> Exercise goal: Each line below is to be copied exactly as it appears.

[Dataset items]
_ _ _

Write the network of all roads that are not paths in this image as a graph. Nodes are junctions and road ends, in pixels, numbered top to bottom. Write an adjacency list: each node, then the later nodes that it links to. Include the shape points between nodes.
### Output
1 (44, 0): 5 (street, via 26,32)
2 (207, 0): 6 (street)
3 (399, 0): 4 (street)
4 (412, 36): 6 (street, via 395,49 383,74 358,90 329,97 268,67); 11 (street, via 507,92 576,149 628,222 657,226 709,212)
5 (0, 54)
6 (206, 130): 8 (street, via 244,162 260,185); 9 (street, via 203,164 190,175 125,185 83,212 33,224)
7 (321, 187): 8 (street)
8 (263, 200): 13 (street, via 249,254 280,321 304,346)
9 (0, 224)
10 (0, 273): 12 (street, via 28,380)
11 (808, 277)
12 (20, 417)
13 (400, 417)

_ _ _

> Final answer:
Write the network of all roads that are not paths in this image as a graph. Nodes are junctions and road ends, in pixels, numbered top to bottom. Write an adjacency list: each node, then the later nodes that it links to. Include the shape points between nodes.
### Output
1 (44, 0): 5 (street, via 26,32)
2 (207, 0): 6 (street)
3 (399, 0): 4 (street)
4 (412, 36): 6 (street, via 395,49 383,74 358,90 329,97 268,67); 11 (street, via 507,92 576,149 628,222 657,226 709,212)
5 (0, 54)
6 (206, 130): 8 (street, via 244,162 260,185); 9 (street, via 203,164 190,175 125,185 83,212 33,224)
7 (321, 187): 8 (street)
8 (263, 200): 13 (street, via 249,254 280,321 304,346)
9 (0, 224)
10 (0, 273): 12 (street, via 28,380)
11 (808, 277)
12 (20, 417)
13 (400, 417)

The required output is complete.